With much fanfare and choreography, but little substance, the administration has accepted a North Korean “declaration” about its nuclear program that is narrowly limited, incomplete and almost certainly dishonest in material respects. In exchange, President Bush personally declared that North Korea is no longer a state sponsor of terrorism or an enemy of the United States. In a final flourish, North Korea has undertaken a reverse Potemkin Village act, destroying the antiquated cooling tower of the antiquated Yongbyon reactor.

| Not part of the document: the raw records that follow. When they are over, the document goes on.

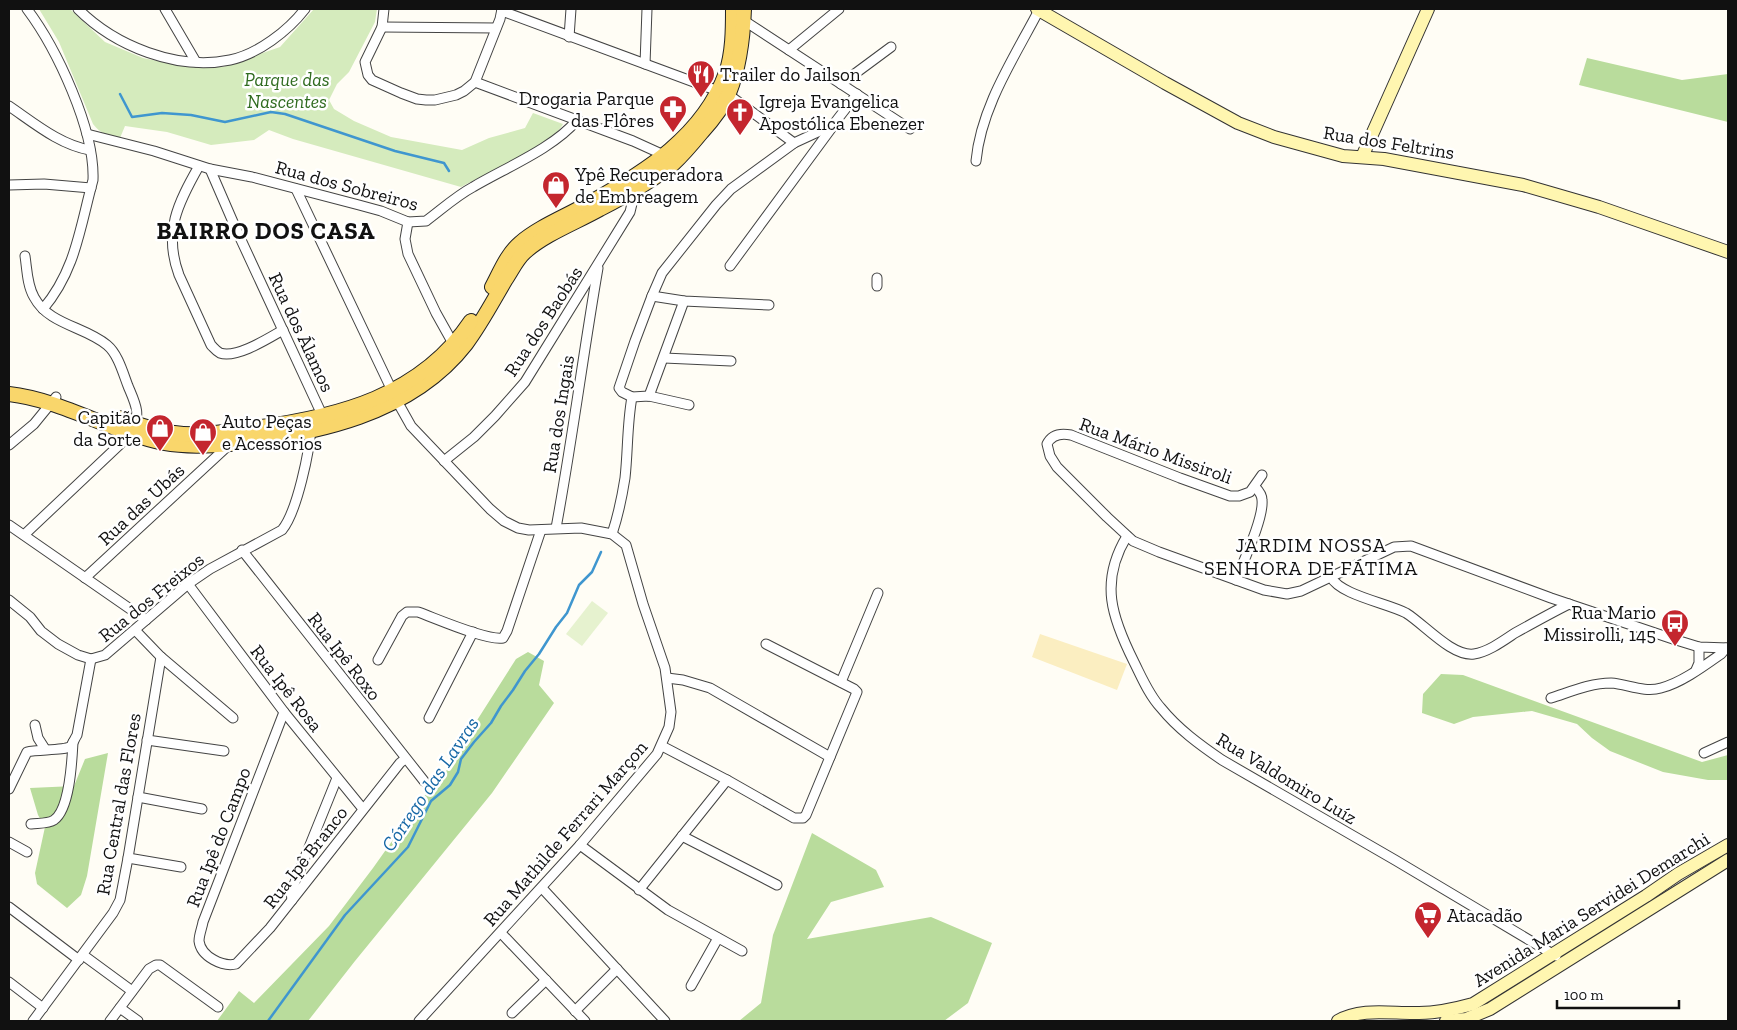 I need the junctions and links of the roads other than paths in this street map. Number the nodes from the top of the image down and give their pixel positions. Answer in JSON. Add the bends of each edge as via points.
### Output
{"nodes":[{"id":1,"x":27,"y":9,"type":"edge"},
{"id":2,"x":78,"y":9,"type":"edge"},
{"id":3,"x":165,"y":9,"type":"edge"},
{"id":4,"x":305,"y":9,"type":"edge"},
{"id":5,"x":384,"y":9,"type":"edge"},
{"id":6,"x":571,"y":9,"type":"edge"},
{"id":7,"x":647,"y":9,"type":"edge"},
{"id":8,"x":839,"y":9,"type":"edge"},
{"id":9,"x":1428,"y":9,"type":"edge"},
{"id":10,"x":502,"y":10,"type":"edge"},
{"id":11,"x":1038,"y":10,"type":"edge"},
{"id":12,"x":738,"y":13,"type":"edge"},
{"id":13,"x":382,"y":26,"type":"junction"},
{"id":14,"x":496,"y":28,"type":"junction"},
{"id":15,"x":569,"y":37,"type":"junction"},
{"id":16,"x":891,"y":47,"type":"dead end"},
{"id":17,"x":789,"y":50,"type":"junction"},
{"id":18,"x":196,"y":62,"type":"junction"},
{"id":19,"x":646,"y":64,"type":"junction"},
{"id":20,"x":475,"y":82,"type":"junction"},
{"id":21,"x":841,"y":84,"type":"junction"},
{"id":22,"x":723,"y":93,"type":"junction"},
{"id":23,"x":857,"y":94,"type":"junction"},
{"id":24,"x":9,"y":106,"type":"edge"},
{"id":25,"x":577,"y":120,"type":"junction"},
{"id":26,"x":833,"y":125,"type":"junction"},
{"id":27,"x":910,"y":129,"type":"dead end"},
{"id":28,"x":87,"y":134,"type":"junction"},
{"id":29,"x":794,"y":143,"type":"junction"},
{"id":30,"x":90,"y":150,"type":"junction"},
{"id":31,"x":1362,"y":157,"type":"junction"},
{"id":32,"x":669,"y":160,"type":"junction"},
{"id":33,"x":188,"y":162,"type":"junction"},
{"id":34,"x":976,"y":162,"type":"dead end"},
{"id":35,"x":199,"y":166,"type":"junction"},
{"id":36,"x":210,"y":169,"type":"junction"},
{"id":37,"x":635,"y":183,"type":"junction"},
{"id":38,"x":9,"y":184,"type":"edge"},
{"id":39,"x":91,"y":188,"type":"junction"},
{"id":40,"x":185,"y":188,"type":"junction"},
{"id":41,"x":296,"y":189,"type":"junction"},
{"id":42,"x":408,"y":222,"type":"junction"},
{"id":43,"x":1728,"y":252,"type":"edge"},
{"id":44,"x":25,"y":256,"type":"dead end"},
{"id":45,"x":598,"y":265,"type":"junction"},
{"id":46,"x":730,"y":266,"type":"dead end"},
{"id":47,"x":652,"y":296,"type":"junction"},
{"id":48,"x":577,"y":300,"type":"junction"},
{"id":49,"x":684,"y":301,"type":"junction"},
{"id":50,"x":769,"y":305,"type":"dead end"},
{"id":51,"x":592,"y":306,"type":"junction"},
{"id":52,"x":43,"y":309,"type":"junction"},
{"id":53,"x":283,"y":330,"type":"junction"},
{"id":54,"x":456,"y":348,"type":"junction"},
{"id":55,"x":664,"y":358,"type":"junction"},
{"id":56,"x":731,"y":360,"type":"dead end"},
{"id":57,"x":9,"y":384,"type":"edge"},
{"id":58,"x":9,"y":394,"type":"edge"},
{"id":59,"x":395,"y":396,"type":"junction"},
{"id":60,"x":649,"y":396,"type":"junction"},
{"id":61,"x":632,"y":397,"type":"junction"},
{"id":62,"x":54,"y":400,"type":"junction"},
{"id":63,"x":690,"y":405,"type":"dead end"},
{"id":64,"x":318,"y":423,"type":"junction"},
{"id":65,"x":134,"y":428,"type":"junction"},
{"id":66,"x":232,"y":437,"type":"junction"},
{"id":67,"x":9,"y":445,"type":"edge"},
{"id":68,"x":444,"y":460,"type":"junction"},
{"id":69,"x":1262,"y":475,"type":"dead end"},
{"id":70,"x":1255,"y":487,"type":"junction"},
{"id":71,"x":9,"y":525,"type":"edge"},
{"id":72,"x":556,"y":528,"type":"junction"},
{"id":73,"x":541,"y":530,"type":"junction"},
{"id":74,"x":612,"y":534,"type":"junction"},
{"id":75,"x":24,"y":535,"type":"junction"},
{"id":76,"x":1127,"y":536,"type":"junction"},
{"id":77,"x":242,"y":550,"type":"junction"},
{"id":78,"x":1331,"y":577,"type":"junction"},
{"id":79,"x":85,"y":578,"type":"junction"},
{"id":80,"x":1236,"y":580,"type":"junction"},
{"id":81,"x":188,"y":584,"type":"junction"},
{"id":82,"x":878,"y":593,"type":"dead end"},
{"id":83,"x":1551,"y":598,"type":"junction"},
{"id":84,"x":9,"y":600,"type":"edge"},
{"id":85,"x":1569,"y":604,"type":"junction"},
{"id":86,"x":1544,"y":617,"type":"junction"},
{"id":87,"x":146,"y":620,"type":"junction"},
{"id":88,"x":135,"y":630,"type":"junction"},
{"id":89,"x":473,"y":632,"type":"junction"},
{"id":90,"x":766,"y":644,"type":"dead end"},
{"id":91,"x":1699,"y":647,"type":"junction"},
{"id":92,"x":1727,"y":648,"type":"edge"},
{"id":93,"x":161,"y":656,"type":"junction"},
{"id":94,"x":91,"y":659,"type":"junction"},
{"id":95,"x":378,"y":660,"type":"dead end"},
{"id":96,"x":1696,"y":670,"type":"junction"},
{"id":97,"x":667,"y":678,"type":"junction"},
{"id":98,"x":841,"y":682,"type":"junction"},
{"id":99,"x":1551,"y":698,"type":"dead end"},
{"id":100,"x":284,"y":712,"type":"junction"},
{"id":101,"x":234,"y":718,"type":"dead end"},
{"id":102,"x":429,"y":718,"type":"dead end"},
{"id":103,"x":35,"y":725,"type":"dead end"},
{"id":104,"x":147,"y":740,"type":"junction"},
{"id":105,"x":73,"y":742,"type":"junction"},
{"id":106,"x":1728,"y":742,"type":"edge"},
{"id":107,"x":662,"y":746,"type":"junction"},
{"id":108,"x":45,"y":749,"type":"junction"},
{"id":109,"x":224,"y":751,"type":"dead end"},
{"id":110,"x":1704,"y":753,"type":"dead end"},
{"id":111,"x":830,"y":757,"type":"junction"},
{"id":112,"x":406,"y":759,"type":"junction"},
{"id":113,"x":337,"y":778,"type":"junction"},
{"id":114,"x":727,"y":780,"type":"junction"},
{"id":115,"x":424,"y":781,"type":"dead end"},
{"id":116,"x":9,"y":789,"type":"edge"},
{"id":117,"x":138,"y":797,"type":"junction"},
{"id":118,"x":202,"y":809,"type":"dead end"},
{"id":119,"x":363,"y":809,"type":"junction"},
{"id":120,"x":31,"y":824,"type":"dead end"},
{"id":121,"x":682,"y":836,"type":"junction"},
{"id":122,"x":9,"y":842,"type":"edge"},
{"id":123,"x":580,"y":845,"type":"junction"},
{"id":124,"x":1728,"y":845,"type":"edge"},
{"id":125,"x":27,"y":852,"type":"dead end"},
{"id":126,"x":128,"y":858,"type":"junction"},
{"id":127,"x":1728,"y":860,"type":"edge"},
{"id":128,"x":182,"y":867,"type":"dead end"},
{"id":129,"x":776,"y":885,"type":"dead end"},
{"id":130,"x":542,"y":888,"type":"junction"},
{"id":131,"x":639,"y":890,"type":"junction"},
{"id":132,"x":292,"y":900,"type":"junction"},
{"id":133,"x":9,"y":908,"type":"edge"},
{"id":134,"x":501,"y":932,"type":"junction"},
{"id":135,"x":718,"y":938,"type":"junction"},
{"id":136,"x":742,"y":951,"type":"dead end"},
{"id":137,"x":1553,"y":954,"type":"junction"},
{"id":138,"x":81,"y":958,"type":"junction"},
{"id":139,"x":1564,"y":963,"type":"junction"},
{"id":140,"x":224,"y":965,"type":"joint"},
{"id":141,"x":617,"y":969,"type":"junction"},
{"id":142,"x":546,"y":980,"type":"junction"},
{"id":143,"x":9,"y":982,"type":"edge"},
{"id":144,"x":691,"y":986,"type":"dead end"},
{"id":145,"x":132,"y":991,"type":"junction"},
{"id":146,"x":218,"y":1007,"type":"dead end"},
{"id":147,"x":43,"y":1008,"type":"junction"},
{"id":148,"x":120,"y":1008,"type":"junction"},
{"id":149,"x":575,"y":1011,"type":"junction"},
{"id":150,"x":512,"y":1013,"type":"dead end"},
{"id":151,"x":1476,"y":1013,"type":"edge"},
{"id":152,"x":33,"y":1021,"type":"edge"},
{"id":153,"x":110,"y":1021,"type":"edge"},
{"id":154,"x":138,"y":1021,"type":"edge"},
{"id":155,"x":419,"y":1021,"type":"edge"},
{"id":156,"x":585,"y":1021,"type":"edge"},
{"id":157,"x":666,"y":1021,"type":"edge"},
{"id":158,"x":1338,"y":1021,"type":"edge"},
{"id":159,"x":1446,"y":1021,"type":"edge"}],
"edges":[{"from":1,"to":28,"type":"street","via":[[61,67]]},
{"from":2,"to":18,"type":"street","via":[[124,43],[161,56]]},
{"from":3,"to":18,"type":"street"},
{"from":4,"to":18,"type":"street","via":[[256,50],[232,59]]},
{"from":5,"to":13,"type":"street"},
{"from":6,"to":15,"type":"street"},
{"from":7,"to":19,"type":"street"},
{"from":8,"to":17,"type":"street"},
{"from":9,"to":31,"type":"street"},
{"from":10,"to":14,"type":"street"},
{"from":10,"to":15,"type":"street"},
{"from":11,"to":31,"type":"street","name":"Rua dos Feltrins","via":[[1238,123],[1320,151]]},
{"from":11,"to":34,"type":"street","via":[[990,104],[978,140]]},
{"from":12,"to":17,"type":"street"},
{"from":12,"to":22,"type":"main road"},
{"from":13,"to":14,"type":"street"},
{"from":13,"to":20,"type":"street","via":[[365,62],[372,80],[417,99],[436,100],[456,95]]},
{"from":14,"to":20,"type":"street"},
{"from":15,"to":19,"type":"street"},
{"from":16,"to":21,"type":"street"},
{"from":17,"to":21,"type":"street"},
{"from":19,"to":22,"type":"street"},
{"from":20,"to":25,"type":"street"},
{"from":21,"to":23,"type":"street"},
{"from":22,"to":29,"type":"street"},
{"from":22,"to":32,"type":"main road"},
{"from":23,"to":26,"type":"street"},
{"from":23,"to":27,"type":"street"},
{"from":24,"to":30,"type":"street","via":[[60,140]]},
{"from":25,"to":32,"type":"street","via":[[634,141]]},
{"from":25,"to":42,"type":"street","name":"Rua dos Sobreiros","via":[[564,133],[470,188],[426,221]]},
{"from":26,"to":29,"type":"street"},
{"from":26,"to":46,"type":"street"},
{"from":28,"to":30,"type":"street"},
{"from":28,"to":33,"type":"street","name":"Rua dos Sobreiros"},
{"from":29,"to":47,"type":"street","via":[[726,194],[668,265]]},
{"from":30,"to":39,"type":"street","via":[[94,170]]},
{"from":31,"to":43,"type":"street","name":"Rua dos Feltrins","via":[[1440,168],[1523,185],[1599,207]]},
{"from":32,"to":37,"type":"main road"},
{"from":33,"to":35,"type":"street","name":"Rua dos Sobreiros"},
{"from":33,"to":40,"type":"street"},
{"from":35,"to":36,"type":"street","name":"Rua dos Sobreiros"},
{"from":35,"to":40,"type":"street"},
{"from":36,"to":41,"type":"street","name":"Rua dos Sobreiros"},
{"from":36,"to":53,"type":"street","name":"Rua dos Álamos"},
{"from":37,"to":45,"type":"street","name":"Rua dos Baobás","via":[[630,212]]},
{"from":37,"to":54,"type":"main road","via":[[519,244]]},
{"from":38,"to":39,"type":"street"},
{"from":39,"to":52,"type":"street","via":[[72,262]]},
{"from":40,"to":53,"type":"street","via":[[173,226],[175,263],[211,345],[218,352],[237,353]]},
{"from":41,"to":42,"type":"street","name":"Rua dos Sobreiros"},
{"from":41,"to":59,"type":"street"},
{"from":42,"to":54,"type":"street","via":[[405,239],[408,254]]},
{"from":44,"to":52,"type":"street","via":[[30,286]]},
{"from":45,"to":48,"type":"street","name":"Rua dos Baobás"},
{"from":45,"to":51,"type":"street","name":"Rua dos Ingais"},
{"from":47,"to":49,"type":"street"},
{"from":47,"to":61,"type":"street","via":[[620,386],[620,390]]},
{"from":48,"to":51,"type":"street"},
{"from":48,"to":68,"type":"street","name":"Rua dos Baobás","via":[[525,382],[479,432]]},
{"from":49,"to":50,"type":"street"},
{"from":49,"to":55,"type":"street"},
{"from":51,"to":72,"type":"street","name":"Rua dos Ingais"},
{"from":52,"to":65,"type":"street","via":[[107,345],[134,399],[138,413]]},
{"from":53,"to":64,"type":"street","name":"Rua dos Álamos"},
{"from":54,"to":59,"type":"main road"},
{"from":55,"to":56,"type":"street"},
{"from":55,"to":60,"type":"street"},
{"from":57,"to":62,"type":"main road"},
{"from":58,"to":62,"type":"main road"},
{"from":59,"to":64,"type":"main road"},
{"from":59,"to":68,"type":"street","via":[[412,426]]},
{"from":60,"to":61,"type":"street"},
{"from":60,"to":63,"type":"street"},
{"from":61,"to":74,"type":"street","via":[[625,477]]},
{"from":62,"to":65,"type":"main road"},
{"from":62,"to":67,"type":"street","via":[[34,424]]},
{"from":64,"to":66,"type":"main road"},
{"from":64,"to":77,"type":"street","name":"Rua dos Freixos","via":[[289,522],[282,530]]},
{"from":65,"to":66,"type":"main road"},
{"from":65,"to":75,"type":"street"},
{"from":66,"to":79,"type":"street","name":"Rua das Ubás"},
{"from":68,"to":73,"type":"street","via":[[504,521],[518,528]]},
{"from":69,"to":70,"type":"street","name":"Rua Mário Missiroli"},
{"from":70,"to":76,"type":"street","name":"Rua Mário Missiroli","via":[[1242,496],[1230,496],[1074,436],[1061,434],[1052,437],[1047,448],[1054,462]]},
{"from":70,"to":80,"type":"street","via":[[1261,495],[1262,506]]},
{"from":71,"to":75,"type":"street"},
{"from":72,"to":73,"type":"street"},
{"from":72,"to":74,"type":"street","via":[[581,528]]},
{"from":73,"to":89,"type":"street","via":[[505,636],[498,639]]},
{"from":74,"to":97,"type":"street","name":"Rua Mathilde Ferrari Marçon","via":[[626,545]]},
{"from":75,"to":79,"type":"street"},
{"from":76,"to":80,"type":"street","name":"Rua Mário Missiroli","via":[[1142,546]]},
{"from":76,"to":137,"type":"street","name":"Rua Valdomiro Luíz","via":[[1113,570],[1112,608],[1124,643],[1150,694],[1172,721],[1222,760]]},
{"from":77,"to":81,"type":"street","name":"Rua dos Freixos"},
{"from":77,"to":112,"type":"street","name":"Rua Ipê Roxo"},
{"from":78,"to":80,"type":"street","name":"Rua Mário Missiroli","via":[[1287,594]]},
{"from":78,"to":83,"type":"street","name":"Rua Mário Missiroli","via":[[1394,547],[1406,545]]},
{"from":78,"to":86,"type":"street","via":[[1341,589],[1412,617],[1466,654],[1476,654],[1492,647]]},
{"from":79,"to":87,"type":"street"},
{"from":81,"to":87,"type":"street","name":"Rua dos Freixos"},
{"from":81,"to":100,"type":"street","name":"Rua Ipê Rosa"},
{"from":82,"to":98,"type":"street"},
{"from":83,"to":85,"type":"street","name":"Rua Mário Missiroli"},
{"from":83,"to":86,"type":"street"},
{"from":84,"to":94,"type":"street","via":[[58,644],[78,656]]},
{"from":85,"to":86,"type":"street"},
{"from":85,"to":91,"type":"street","name":"Rua Mário Missiroli"},
{"from":87,"to":88,"type":"street","name":"Rua dos Freixos"},
{"from":88,"to":93,"type":"street"},
{"from":88,"to":94,"type":"street","name":"Rua dos Freixos","via":[[105,656]]},
{"from":89,"to":95,"type":"street","via":[[418,612],[407,612]]},
{"from":89,"to":102,"type":"street"},
{"from":90,"to":98,"type":"street"},
{"from":91,"to":92,"type":"street","name":"Rua Mário Missiroli"},
{"from":91,"to":96,"type":"street"},
{"from":92,"to":96,"type":"street"},
{"from":93,"to":101,"type":"street"},
{"from":93,"to":104,"type":"street","name":"Rua Central das Flores"},
{"from":94,"to":105,"type":"street"},
{"from":96,"to":99,"type":"street","via":[[1660,688],[1600,684]]},
{"from":97,"to":107,"type":"street","name":"Rua Mathilde Ferrari Marçon","via":[[671,712]]},
{"from":97,"to":111,"type":"street","via":[[710,688]]},
{"from":98,"to":111,"type":"street","via":[[856,690],[857,695]]},
{"from":100,"to":113,"type":"street","name":"Rua Ipê Rosa"},
{"from":100,"to":140,"type":"street","name":"Rua Ipê do Campo","via":[[200,935],[205,953]]},
{"from":103,"to":108,"type":"street"},
{"from":104,"to":109,"type":"street"},
{"from":104,"to":117,"type":"street","name":"Rua Central das Flores"},
{"from":105,"to":108,"type":"street","via":[[67,748]]},
{"from":105,"to":120,"type":"street","via":[[71,778],[60,814],[52,821]]},
{"from":106,"to":110,"type":"street"},
{"from":107,"to":114,"type":"street"},
{"from":107,"to":123,"type":"street","name":"Rua Mathilde Ferrari Marçon"},
{"from":108,"to":116,"type":"street","via":[[27,752]]},
{"from":111,"to":114,"type":"street","via":[[803,818],[794,818]]},
{"from":112,"to":115,"type":"street","name":"Rua Ipê Roxo"},
{"from":112,"to":119,"type":"street","name":"Rua Ipê Branco"},
{"from":113,"to":119,"type":"street","name":"Rua Ipê Rosa"},
{"from":113,"to":132,"type":"street","via":[[291,892]]},
{"from":114,"to":121,"type":"street"},
{"from":117,"to":118,"type":"street"},
{"from":117,"to":126,"type":"street","name":"Rua Central das Flores"},
{"from":119,"to":132,"type":"street","name":"Rua Ipê Branco"},
{"from":121,"to":129,"type":"street"},
{"from":121,"to":131,"type":"street"},
{"from":122,"to":125,"type":"street"},
{"from":123,"to":130,"type":"street","name":"Rua Mathilde Ferrari Marçon"},
{"from":123,"to":131,"type":"street"},
{"from":124,"to":137,"type":"street","name":"Avenida Maria Servidei Demarchi"},
{"from":126,"to":128,"type":"street"},
{"from":126,"to":138,"type":"street","name":"Rua Central das Flores","via":[[120,900]]},
{"from":127,"to":139,"type":"street","name":"Avenida Maria Servidei Demarchi"},
{"from":130,"to":134,"type":"street","name":"Rua Mathilde Ferrari Marçon"},
{"from":130,"to":141,"type":"street"},
{"from":131,"to":135,"type":"street"},
{"from":132,"to":140,"type":"street","name":"Rua Ipê Branco","via":[[242,959],[236,964]]},
{"from":133,"to":138,"type":"street"},
{"from":134,"to":142,"type":"street"},
{"from":134,"to":155,"type":"street","name":"Rua Mathilde Ferrari Marçon"},
{"from":135,"to":136,"type":"street"},
{"from":135,"to":144,"type":"street"},
{"from":137,"to":139,"type":"street","name":"Rua Valdomiro Luíz"},
{"from":137,"to":151,"type":"street","name":"Avenida Maria Servidei Demarchi"},
{"from":138,"to":145,"type":"street"},
{"from":138,"to":147,"type":"street","name":"Rua Central das Flores"},
{"from":139,"to":151,"type":"street","name":"Avenida Maria Servidei Demarchi","via":[[1490,1009]]},
{"from":141,"to":149,"type":"street"},
{"from":141,"to":157,"type":"street"},
{"from":142,"to":149,"type":"street"},
{"from":142,"to":150,"type":"street"},
{"from":143,"to":147,"type":"street"},
{"from":145,"to":146,"type":"street","via":[[149,969],[160,965]]},
{"from":145,"to":148,"type":"street"},
{"from":147,"to":152,"type":"street","name":"Rua Central das Flores"},
{"from":148,"to":153,"type":"street"},
{"from":148,"to":154,"type":"street"},
{"from":149,"to":156,"type":"street"},
{"from":151,"to":158,"type":"street","via":[[1376,1012],[1352,1015]]},
{"from":151,"to":159,"type":"street","via":[[1466,1019]]}]}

In the waning days of American presidencies, this theater is the stuff of legacy.

According to Bolton, those reviewing the declaration have already found some conspicuous gaps.

*   At the Wall Street Journal, Melanie Kirkpatrick reminds us  why North Korea was listed as a sponsor of terrorism to begin with; while  at Human Events, Robert McGinnis summarizes the more recent evidence of North Korea’s terror sponsorship, evidence that the State Department chooses not to examine before de-listing the North.

*   Reuters quotes scathing criticism from two of Washington’s leading  Korea analysts on the center-right and center-left, respectively:

“What we really have is sort of a Potemkin village of U.S. policy in which there is a great deal of difference between these initial bold pledges and then subsequent reality,” said Heritage Foundation think tank Korea expert Bruce Klingner.  [….]

[Charles “Jack”] Pritchard argued that nuclear proliferation was such a great threat that the Bush administration should have viewed the Syria question as a “show-stopper” and put the six-party process on hold to get to the bottom it.  “How do you build a credible deterrence in the future if you give them a pass on proliferation that has already occurred?” he told a Heritage Foundation discussion. “I don’t know.”

Whether all of this will be enough to stop this deal from going though is frankly doubtful.  Not many people in Congress are really paying attention, and as Chris Hill and the North Koreans no doubt connived it, most of Congress’s 45-day window coincides with a convenient congressional recess. 

To the extent the Democrats care, they’re not philosophically opposed to appeasement, especially when it happens on a Republican President’s watch.   Aside from a few who are aghast about this collossal sellout,  Republicans are either more focused on getting earmarks for home-state pet projects, running for reelection or  disinterested in defying a Republican President.  The leading Republican on the Senate  Foreign Relations Committee, Dick Lugar,  is  sometimes described in the Sentate as “a wholly-owned subsidiary of the State Department,” and his staff  does everything  but share  Kim Jong Il’s reviewing stand on May Day.

In short, our political class is incapable of protecting the security of the United States because it’s too distracted by self-interest.

As it’s been said that only Nixon could go to China, only George W. Bush could let Kim Jong Il quite literally get away with murder.  Aside from the eminently  forgettable matter of the  mass murder of millions of Koreans, His Porcine Majesty may also get away with the mass murder of Americans who could yet  become the victims of  WMD proliferation for which he’s been excused from answering.